Shopify (NYSE:SHOP) has given retailers the ability to offer tools on their websites that previously were only available to bigger players. Now, the Web platform is offering fulfillment solutions for retailers, including warehousing and helping them find the best shipping rates. That could make it easier for niche players to compete with Amazon.com (NASDAQ:AMZN) and other large retailers.
In this segment of Industry Focus: Energy, host Nick Sciple and Motley Fool contributor Dan Kline talk Shopify and more. To catch full episodes of all The Motley Fool's free podcasts, check out our podcast center. A full transcript follows the video.
This video was recorded on June 20, 2019.

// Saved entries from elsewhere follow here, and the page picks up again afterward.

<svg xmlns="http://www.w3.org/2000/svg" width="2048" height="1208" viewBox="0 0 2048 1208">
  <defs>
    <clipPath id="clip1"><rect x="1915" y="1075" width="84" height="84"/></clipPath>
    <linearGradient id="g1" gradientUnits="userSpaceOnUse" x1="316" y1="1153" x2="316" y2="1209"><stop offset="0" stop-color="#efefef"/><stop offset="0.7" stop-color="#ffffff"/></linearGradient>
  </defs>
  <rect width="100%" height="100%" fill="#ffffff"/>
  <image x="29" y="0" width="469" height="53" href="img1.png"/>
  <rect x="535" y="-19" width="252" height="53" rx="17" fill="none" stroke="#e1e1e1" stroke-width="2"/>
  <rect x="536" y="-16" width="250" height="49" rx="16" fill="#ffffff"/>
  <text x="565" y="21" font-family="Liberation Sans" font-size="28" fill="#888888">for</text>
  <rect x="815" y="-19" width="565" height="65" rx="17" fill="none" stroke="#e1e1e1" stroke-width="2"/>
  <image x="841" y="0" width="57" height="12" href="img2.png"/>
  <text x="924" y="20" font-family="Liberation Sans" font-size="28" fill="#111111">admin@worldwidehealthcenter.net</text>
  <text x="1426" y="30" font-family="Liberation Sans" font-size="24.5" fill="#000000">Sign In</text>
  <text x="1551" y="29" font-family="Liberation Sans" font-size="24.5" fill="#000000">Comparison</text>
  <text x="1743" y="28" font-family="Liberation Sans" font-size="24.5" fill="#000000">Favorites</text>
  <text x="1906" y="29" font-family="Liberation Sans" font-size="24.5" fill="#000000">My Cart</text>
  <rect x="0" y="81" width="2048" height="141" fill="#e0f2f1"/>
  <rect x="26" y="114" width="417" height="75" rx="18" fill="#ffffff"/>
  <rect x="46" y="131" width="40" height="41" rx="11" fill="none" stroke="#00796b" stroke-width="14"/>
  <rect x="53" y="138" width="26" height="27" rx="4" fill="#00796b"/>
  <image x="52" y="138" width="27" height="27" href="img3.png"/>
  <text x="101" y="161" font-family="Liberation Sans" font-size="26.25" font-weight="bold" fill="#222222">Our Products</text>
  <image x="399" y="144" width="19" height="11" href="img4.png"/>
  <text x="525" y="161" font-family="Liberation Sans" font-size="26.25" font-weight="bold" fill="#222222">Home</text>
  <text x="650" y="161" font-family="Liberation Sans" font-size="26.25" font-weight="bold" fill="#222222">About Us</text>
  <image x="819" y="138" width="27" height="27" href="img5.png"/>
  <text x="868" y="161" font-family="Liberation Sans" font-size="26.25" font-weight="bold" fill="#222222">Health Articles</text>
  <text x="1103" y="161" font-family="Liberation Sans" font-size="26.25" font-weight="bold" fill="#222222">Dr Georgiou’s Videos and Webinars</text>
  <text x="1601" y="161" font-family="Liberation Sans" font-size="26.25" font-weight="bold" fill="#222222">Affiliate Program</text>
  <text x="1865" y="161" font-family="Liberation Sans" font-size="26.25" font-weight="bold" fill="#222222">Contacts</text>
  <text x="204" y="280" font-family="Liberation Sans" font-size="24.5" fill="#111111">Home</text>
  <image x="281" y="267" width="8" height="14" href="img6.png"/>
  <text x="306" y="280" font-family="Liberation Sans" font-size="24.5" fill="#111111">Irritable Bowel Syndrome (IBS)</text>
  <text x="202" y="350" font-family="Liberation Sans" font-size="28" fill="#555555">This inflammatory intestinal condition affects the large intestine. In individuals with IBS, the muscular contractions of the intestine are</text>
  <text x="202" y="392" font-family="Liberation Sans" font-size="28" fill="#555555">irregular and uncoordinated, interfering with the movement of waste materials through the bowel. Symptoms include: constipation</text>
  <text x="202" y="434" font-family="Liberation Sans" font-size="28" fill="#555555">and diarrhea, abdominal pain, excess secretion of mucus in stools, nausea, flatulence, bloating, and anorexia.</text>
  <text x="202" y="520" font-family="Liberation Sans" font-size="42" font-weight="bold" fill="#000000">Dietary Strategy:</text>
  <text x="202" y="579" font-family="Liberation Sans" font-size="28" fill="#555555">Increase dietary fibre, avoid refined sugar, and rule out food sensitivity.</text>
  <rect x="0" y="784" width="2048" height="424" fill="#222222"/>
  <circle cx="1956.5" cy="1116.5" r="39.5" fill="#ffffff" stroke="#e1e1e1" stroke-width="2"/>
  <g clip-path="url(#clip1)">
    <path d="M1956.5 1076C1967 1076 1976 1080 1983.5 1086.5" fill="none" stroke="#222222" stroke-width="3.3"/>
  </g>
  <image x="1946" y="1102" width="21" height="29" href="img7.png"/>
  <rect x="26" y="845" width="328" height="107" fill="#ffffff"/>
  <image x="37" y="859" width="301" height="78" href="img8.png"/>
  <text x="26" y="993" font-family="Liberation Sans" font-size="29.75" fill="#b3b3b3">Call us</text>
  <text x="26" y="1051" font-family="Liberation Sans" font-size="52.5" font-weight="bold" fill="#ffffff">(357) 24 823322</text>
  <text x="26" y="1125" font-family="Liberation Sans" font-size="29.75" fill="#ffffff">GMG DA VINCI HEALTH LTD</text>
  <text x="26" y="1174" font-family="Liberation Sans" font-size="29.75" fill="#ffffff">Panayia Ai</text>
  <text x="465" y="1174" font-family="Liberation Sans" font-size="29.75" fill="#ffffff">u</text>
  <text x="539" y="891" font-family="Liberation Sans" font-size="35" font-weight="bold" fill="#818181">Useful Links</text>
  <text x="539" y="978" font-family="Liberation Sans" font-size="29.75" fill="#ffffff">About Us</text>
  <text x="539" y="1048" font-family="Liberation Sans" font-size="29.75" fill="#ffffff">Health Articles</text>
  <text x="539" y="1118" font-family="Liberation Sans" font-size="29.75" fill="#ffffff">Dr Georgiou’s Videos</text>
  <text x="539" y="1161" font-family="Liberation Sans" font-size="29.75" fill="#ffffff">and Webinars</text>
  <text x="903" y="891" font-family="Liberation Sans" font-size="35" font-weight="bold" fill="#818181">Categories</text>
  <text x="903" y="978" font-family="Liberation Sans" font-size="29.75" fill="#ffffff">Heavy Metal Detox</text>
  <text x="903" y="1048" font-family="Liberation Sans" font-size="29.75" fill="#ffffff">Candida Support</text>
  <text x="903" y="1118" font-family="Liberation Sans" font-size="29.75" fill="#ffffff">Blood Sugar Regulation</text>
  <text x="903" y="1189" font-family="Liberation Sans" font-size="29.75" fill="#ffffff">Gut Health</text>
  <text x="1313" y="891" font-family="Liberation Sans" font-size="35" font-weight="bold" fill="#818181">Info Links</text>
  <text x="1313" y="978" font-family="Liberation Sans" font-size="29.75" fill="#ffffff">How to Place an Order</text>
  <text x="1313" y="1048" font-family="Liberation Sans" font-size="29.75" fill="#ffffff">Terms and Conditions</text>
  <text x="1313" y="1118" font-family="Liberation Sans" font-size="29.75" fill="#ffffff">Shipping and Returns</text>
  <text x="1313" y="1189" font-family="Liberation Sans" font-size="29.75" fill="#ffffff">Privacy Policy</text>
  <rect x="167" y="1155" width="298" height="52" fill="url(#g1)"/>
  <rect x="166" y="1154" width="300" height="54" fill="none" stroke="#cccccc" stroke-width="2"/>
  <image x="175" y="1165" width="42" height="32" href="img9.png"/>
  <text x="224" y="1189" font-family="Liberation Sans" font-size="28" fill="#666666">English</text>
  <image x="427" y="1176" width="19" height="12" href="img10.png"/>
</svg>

Nick Sciple: FedEx (NYSE:FDX) did not break up with Amazon without any other plans for what they might be able to move into. Clear opportunity there with the Dollar General stores. And, as well this week, and we don't know if there's a clear relationship here with FedEx, but we've seen Shopify -- you talk about Dollar General, Walmart, Target, they seem like these lazy, older businesses. Well, Shopify is moving into physical distribution and fulfillment, announcing yesterday at their investor day that they're going to offer customers access to a network of dedicated U.S. fulfillment centers to store and ship consumer goods for online orders. They're going to use machine learning to forecast demand and allocate inventory to route orders to the closest fulfillment centers. And they're going to be working with logistics providers to make that happen. Obviously, as you see Shopify, which is a company that aggregates a lot of small sellers together to offer logistic services, that's another opportunity for FedEx. Do you think that's going to be a bigger trend over time? Do you see all these small sellers uniting together through Shopify and other offerings to maybe bring down the cost of their logistics operations?
Dan Kline: I do see this as an opportunity for FedEx. But if you're on the Shopify platform, you have the ability to make shipping a service. And what Shopify does is, it matches what you're shipping with the best provider. Now, could FedEx go in and make a deal so it's the best provider more often? Could it have staffing at these warehouse distribution center locations? There's a huge opportunity here. Basically, any platform -- we saw this with Stamps.com at Shop Talk earlier this year -- any platform that businesses are using has to integrate shipping and logistics because you're competing with what was a two-day standard, that's becoming a one-day standard. If you and I have a regional company, let's say we sell, I don't know, model trains that we make ourselves. The standard for the consumer is going to be, "I get it in two days." They're not going to wait for two weeks because I could save $1.50 by shipping it in two weeks. Everything is going to have to get Amazon-level efficient, down to some pretty small companies, and a Shopify can do that. FedEx can certainly come in and help make that happen.
Sciple: Taking all this together more broadly, in the near term, this is probably going to hurt FedEx somewhat, because you've had this existing business from Amazon that's going to fall off. Some analysts have estimated that it could lower FedEx's earnings by as many as $0.40 a share. However, when you look at the opportunity moving forward, growth rates in e-commerce away from Amazon are actually growing faster. There are some opportunities to forge some relationships today that can be really significant going forward. Any last thoughts on FedEx?
Kline: To tie this up with a dating analogy, this is FedEx breaking up with his girlfriend, but it spent the last few years flirting all around. It knows that a lot of people are interested. Instead of having this monogamous relationship, FedEx is going to be dating a different supermodel every daypart. So, yeah, it'll hurt in the short term, simply because you can't build these massive relationships quickly. It takes time. But I see this as a quarter or two, and then FedEx is going to be in a much better position. And chances are, you're going to see Walmart, Target, Lowe's, Home Depot, all those other non-Amazon's, you're going to see that business ramp up very quickly.
Sciple: Yeah, Dan. For me, when I look, I think e-commerce is going to be a really significant trend going forward. Everybody believes that. But you see so many players getting into the selling part of that market. When you look at the logistics part of the industry, it appears it's consolidating into an oligopoly -- FedEx, UPS, maybe Amazon is pushing in there. With the growth in all those other parts of e-commerce outside of Amazon, this looks like it could be an interesting place to sniff around for an opportunity to play a trend in a market that may be less competitive going forward. We'll see. Obviously, it's hard to say things are less competitive when Amazon is lurking around. Interesting way to play the e-commerce trend.
Kline: Don't forget the U.S. Postal Service. The reality is, they're a big piece of the Amazon business. In fact, they're Amazon's biggest partner. You have Amazon-UPS-USPS on one side, FedEx on the other. It wouldn't shock me if you saw FedEx build out other services, like what Amazon is doing with last mile delivery. You're obviously going to see FedEx move into automation. We saw some tests with robots and other things. You might see drones. This is basically FedEx vs. the world, and I sort of like where that's going.